Task =
Will you write out the data exactly, excluding every picture?

Provided material =
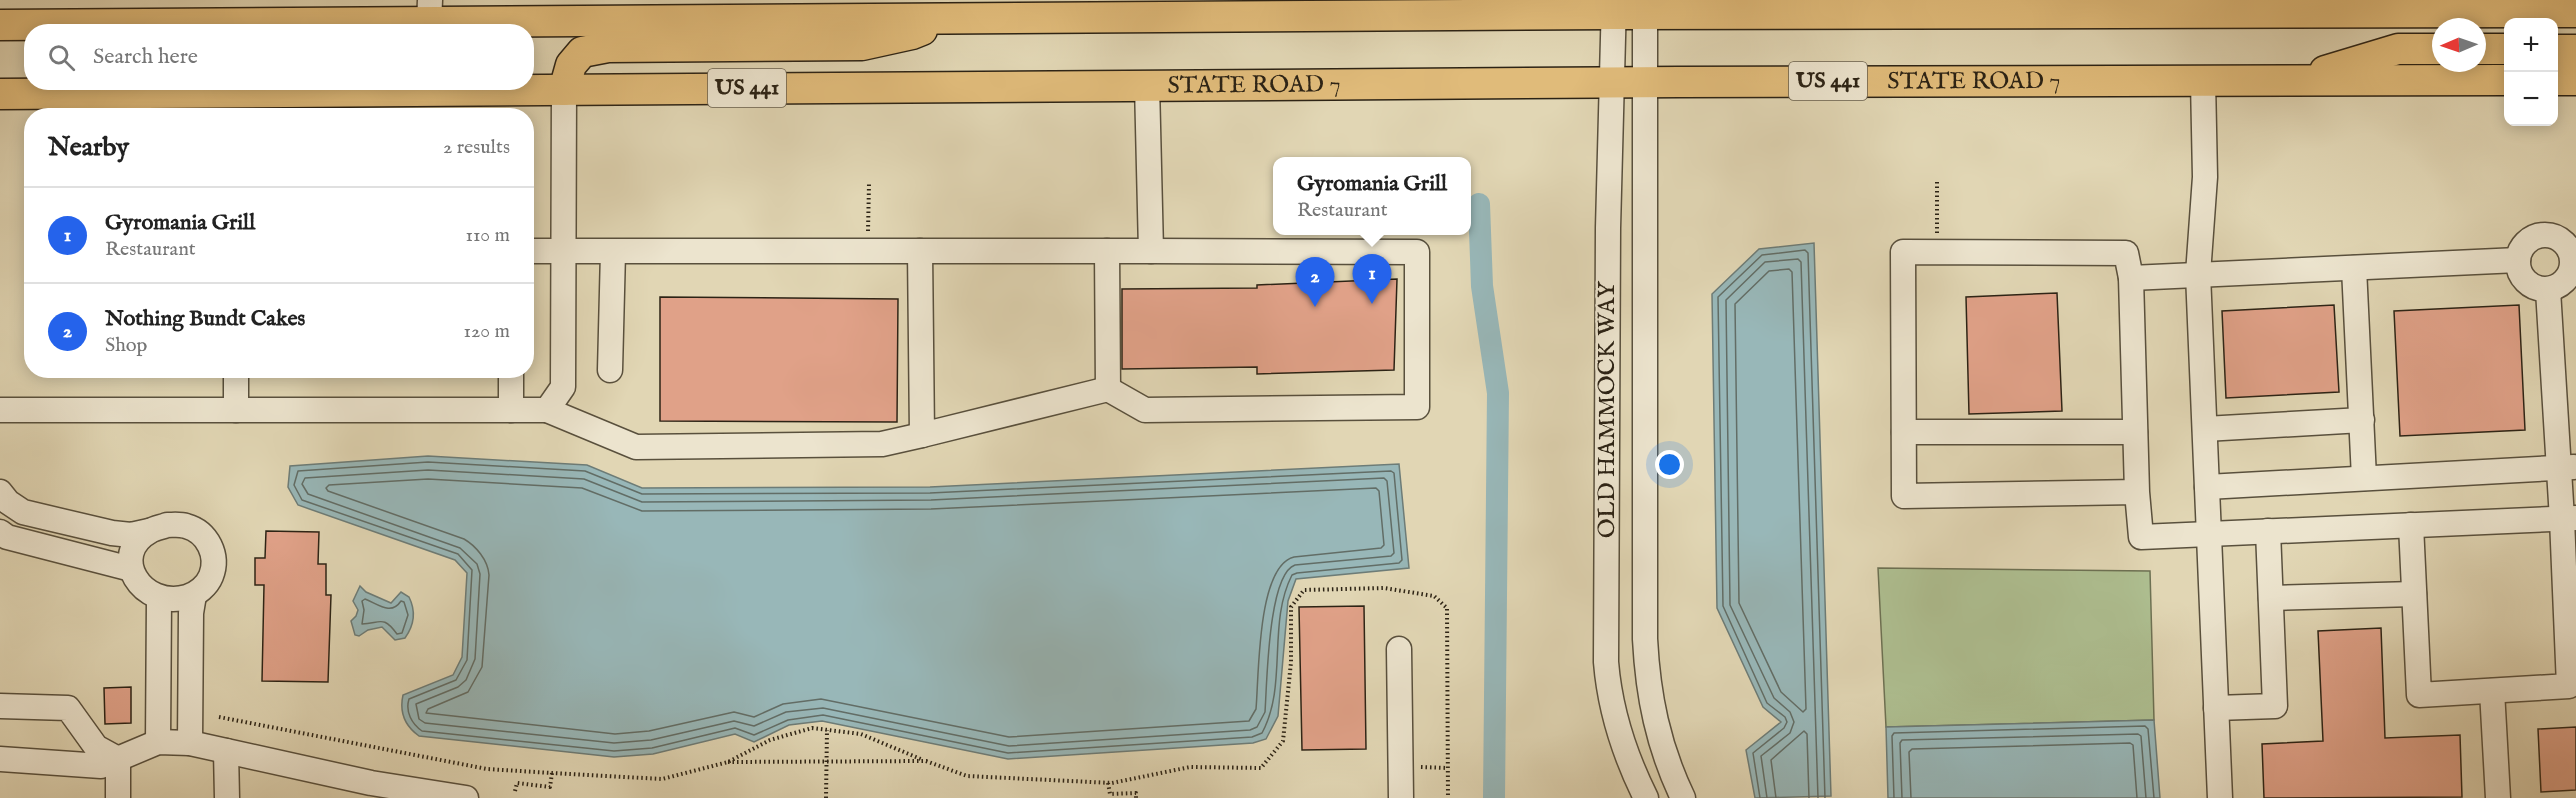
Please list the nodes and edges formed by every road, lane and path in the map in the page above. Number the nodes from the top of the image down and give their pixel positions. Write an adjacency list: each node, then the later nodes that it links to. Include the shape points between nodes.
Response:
1 (2394, 6): 2 (main road); 4 (main road)
2 (2431, 6): 6 (main road)
3 (1614, 7): 4 (main road); 8 (main road); 22 (street, OLD HAMMOCK WAY)
4 (1645, 7): 23 (street, OLD HAMMOCK WAY)
5 (816, 10): 7 (main road); 8 (main road)
6 (2576, 12)
7 (429, 18): 9 (main road)
8 (946, 19): 26 (main road, via 912,34 862,45 608,47 582,52 571,65)
9 (61, 24)
10 (0, 25): 11 (main road)
11 (24, 25)
12 (2432, 49): 17 (main road, via 2398,49)
13 (2486, 50): 14 (main road)
14 (2504, 50)
15 (2558, 50): 16 (main road)
16 (2576, 50)
17 (2303, 79): 18 (main road, STATE ROAD 7 / US 441); 21 (main road, STATE ROAD 7 / US 441)
18 (2504, 80)
19 (2558, 80): 20 (main road)
20 (2576, 80)
21 (2203, 81): 23 (main road, STATE ROAD 7 / US 441); 42 (street, via 2205,177)
22 (1612, 82): 23 (main road, STATE ROAD 7 / US 441); 24 (main road, STATE ROAD 7 / US 441); 101 (street, OLD HAMMOCK WAY, via 1606,662 1619,735)
23 (1646, 82): 102 (street, OLD HAMMOCK WAY, via 1646,666 1658,734)
24 (1147, 86): 26 (main road, STATE ROAD 7 / US 441); 36 (street)
25 (263, 90): 27 (main road)
26 (564, 90): 27 (main road, STATE ROAD 7 / US 441); 37 (street)
27 (256, 92): 28 (main road, STATE ROAD 7 / US 441)
28 (0, 94)
29 (1937, 182): 32 (path)
30 (869, 184): 31 (path)
31 (868, 231)
32 (1937, 237)
33 (534, 251): 37 (street)
34 (920, 251): 35 (street); 38 (street); 57 (street)
35 (1107, 251): 36 (street); 48 (street)
36 (1151, 251): 48 (street, via 1418,252 1417,407 1145,410)
37 (563, 252): 38 (street); 52 (street, via 563,387)
38 (613, 252): 45 (street)
39 (2574, 259): 40 (street, via 2565,243 2549,235 2524,244); 44 (street, via 2569,276)
40 (2518, 260): 41 (street); 44 (street, via 2526,282)
41 (2354, 268): 42 (street); 53 (street)
42 (2198, 274): 43 (street); 54 (street)
43 (2131, 278): 55 (street, via 2127,253 1903,252); 56 (street)
44 (2548, 290): 58 (street)
45 (610, 370)
46 (236, 378): 50 (street)
47 (511, 378): 51 (street)
48 (1108, 389): 57 (street)
49 (0, 410): 50 (street)
50 (236, 410): 51 (street)
51 (511, 410): 52 (street)
52 (547, 410): 57 (street, via 636,447 882,444)
53 (2362, 420): 54 (street); 59 (street)
54 (2205, 429): 60 (street)
55 (1904, 432): 56 (street); 62 (street, via 1904,496)
56 (2135, 432): 62 (street)
57 (922, 435)
58 (2568, 468): 59 (street); 63 (street)
59 (2364, 478): 60 (street)
60 (2207, 487): 68 (street)
61 (0, 492): 65 (street, via 23,512 130,535)
62 (2137, 492): 68 (street, via 2141,537)
63 (2569, 518): 64 (street); 75 (street, via 2569,686)
64 (2411, 525): 66 (street); 70 (street)
65 (149, 531): 69 (street, via 138,541); 71 (street, via 167,525 186,526 202,535 213,549 215,567 208,583)
66 (2268, 531): 68 (street); 73 (street)
67 (0, 532): 69 (street)
68 (2209, 534): 77 (street)
69 (131, 569): 72 (street, via 141,586)
70 (2414, 594): 73 (street); 75 (street, via 2419,695)
71 (194, 595): 72 (street, via 177,600); 81 (street)
72 (159, 598): 80 (street)
73 (2271, 598): 77 (street, via 2276,705)
74 (1399, 649): 99 (street)
75 (2492, 691): 104 (street)
76 (0, 706): 84 (street, via 68,708 96,747)
77 (2216, 708): 103 (street)
78 (219, 717): 90 (path, via 486,769)
79 (827, 730): 85 (path, via 812,728 770,740); 86 (path); 87 (path, via 861,734)
80 (158, 742): 81 (street); 84 (street)
81 (190, 743): 82 (street)
82 (226, 751): 92 (street); 95 (street)
83 (0, 759): 84 (street, via 101,766)
84 (118, 759): 94 (street)
85 (728, 762): 86 (path); 90 (path, via 662,779)
86 (825, 762): 87 (path); 97 (path)
87 (926, 762): 91 (path, via 967,776)
88 (1414, 767): 89 (path)
89 (1448, 768): 91 (path, via 1448,608 1434,596 1384,588 1304,590 1291,607 1291,662 1283,741 1261,768 1190,767); 100 (path)
90 (552, 773): 93 (path, via 549,787 517,783)
91 (1108, 783): 98 (path, via 1110,794 1136,793)
92 (370, 791): 96 (street)
93 (515, 791)
94 (118, 798)
95 (227, 798)
96 (466, 798)
97 (826, 798)
98 (1136, 798)
99 (1401, 798)
100 (1448, 798)
101 (1646, 798)
102 (1683, 798)
103 (2220, 798)
104 (2498, 798)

Task response =
Please list the nodes and edges formed by every road, lane and path in the map in the page above. Number the nodes from the top of the image down and give their pixel positions. Write an adjacency list: each node, then the later nodes that it links to. Include the shape points between nodes.
Response:
1 (2394, 6): 2 (main road); 4 (main road)
2 (2431, 6): 6 (main road)
3 (1614, 7): 4 (main road); 8 (main road); 22 (street, OLD HAMMOCK WAY)
4 (1645, 7): 23 (street, OLD HAMMOCK WAY)
5 (816, 10): 7 (main road); 8 (main road)
6 (2576, 12)
7 (429, 18): 9 (main road)
8 (946, 19): 26 (main road, via 912,34 862,45 608,47 582,52 571,65)
9 (61, 24)
10 (0, 25): 11 (main road)
11 (24, 25)
12 (2432, 49): 17 (main road, via 2398,49)
13 (2486, 50): 14 (main road)
14 (2504, 50)
15 (2558, 50): 16 (main road)
16 (2576, 50)
17 (2303, 79): 18 (main road, STATE ROAD 7 / US 441); 21 (main road, STATE ROAD 7 / US 441)
18 (2504, 80)
19 (2558, 80): 20 (main road)
20 (2576, 80)
21 (2203, 81): 23 (main road, STATE ROAD 7 / US 441); 42 (street, via 2205,177)
22 (1612, 82): 23 (main road, STATE ROAD 7 / US 441); 24 (main road, STATE ROAD 7 / US 441); 101 (street, OLD HAMMOCK WAY, via 1606,662 1619,735)
23 (1646, 82): 102 (street, OLD HAMMOCK WAY, via 1646,666 1658,734)
24 (1147, 86): 26 (main road, STATE ROAD 7 / US 441); 36 (street)
25 (263, 90): 27 (main road)
26 (564, 90): 27 (main road, STATE ROAD 7 / US 441); 37 (street)
27 (256, 92): 28 (main road, STATE ROAD 7 / US 441)
28 (0, 94)
29 (1937, 182): 32 (path)
30 (869, 184): 31 (path)
31 (868, 231)
32 (1937, 237)
33 (534, 251): 37 (street)
34 (920, 251): 35 (street); 38 (street); 57 (street)
35 (1107, 251): 36 (street); 48 (street)
36 (1151, 251): 48 (street, via 1418,252 1417,407 1145,410)
37 (563, 252): 38 (street); 52 (street, via 563,387)
38 (613, 252): 45 (street)
39 (2574, 259): 40 (street, via 2565,243 2549,235 2524,244); 44 (street, via 2569,276)
40 (2518, 260): 41 (street); 44 (street, via 2526,282)
41 (2354, 268): 42 (street); 53 (street)
42 (2198, 274): 43 (street); 54 (street)
43 (2131, 278): 55 (street, via 2127,253 1903,252); 56 (street)
44 (2548, 290): 58 (street)
45 (610, 370)
46 (236, 378): 50 (street)
47 (511, 378): 51 (street)
48 (1108, 389): 57 (street)
49 (0, 410): 50 (street)
50 (236, 410): 51 (street)
51 (511, 410): 52 (street)
52 (547, 410): 57 (street, via 636,447 882,444)
53 (2362, 420): 54 (street); 59 (street)
54 (2205, 429): 60 (street)
55 (1904, 432): 56 (street); 62 (street, via 1904,496)
56 (2135, 432): 62 (street)
57 (922, 435)
58 (2568, 468): 59 (street); 63 (street)
59 (2364, 478): 60 (street)
60 (2207, 487): 68 (street)
61 (0, 492): 65 (street, via 23,512 130,535)
62 (2137, 492): 68 (street, via 2141,537)
63 (2569, 518): 64 (street); 75 (street, via 2569,686)
64 (2411, 525): 66 (street); 70 (street)
65 (149, 531): 69 (street, via 138,541); 71 (street, via 167,525 186,526 202,535 213,549 215,567 208,583)
66 (2268, 531): 68 (street); 73 (street)
67 (0, 532): 69 (street)
68 (2209, 534): 77 (street)
69 (131, 569): 72 (street, via 141,586)
70 (2414, 594): 73 (street); 75 (street, via 2419,695)
71 (194, 595): 72 (street, via 177,600); 81 (street)
72 (159, 598): 80 (street)
73 (2271, 598): 77 (street, via 2276,705)
74 (1399, 649): 99 (street)
75 (2492, 691): 104 (street)
76 (0, 706): 84 (street, via 68,708 96,747)
77 (2216, 708): 103 (street)
78 (219, 717): 90 (path, via 486,769)
79 (827, 730): 85 (path, via 812,728 770,740); 86 (path); 87 (path, via 861,734)
80 (158, 742): 81 (street); 84 (street)
81 (190, 743): 82 (street)
82 (226, 751): 92 (street); 95 (street)
83 (0, 759): 84 (street, via 101,766)
84 (118, 759): 94 (street)
85 (728, 762): 86 (path); 90 (path, via 662,779)
86 (825, 762): 87 (path); 97 (path)
87 (926, 762): 91 (path, via 967,776)
88 (1414, 767): 89 (path)
89 (1448, 768): 91 (path, via 1448,608 1434,596 1384,588 1304,590 1291,607 1291,662 1283,741 1261,768 1190,767); 100 (path)
90 (552, 773): 93 (path, via 549,787 517,783)
91 (1108, 783): 98 (path, via 1110,794 1136,793)
92 (370, 791): 96 (street)
93 (515, 791)
94 (118, 798)
95 (227, 798)
96 (466, 798)
97 (826, 798)
98 (1136, 798)
99 (1401, 798)
100 (1448, 798)
101 (1646, 798)
102 (1683, 798)
103 (2220, 798)
104 (2498, 798)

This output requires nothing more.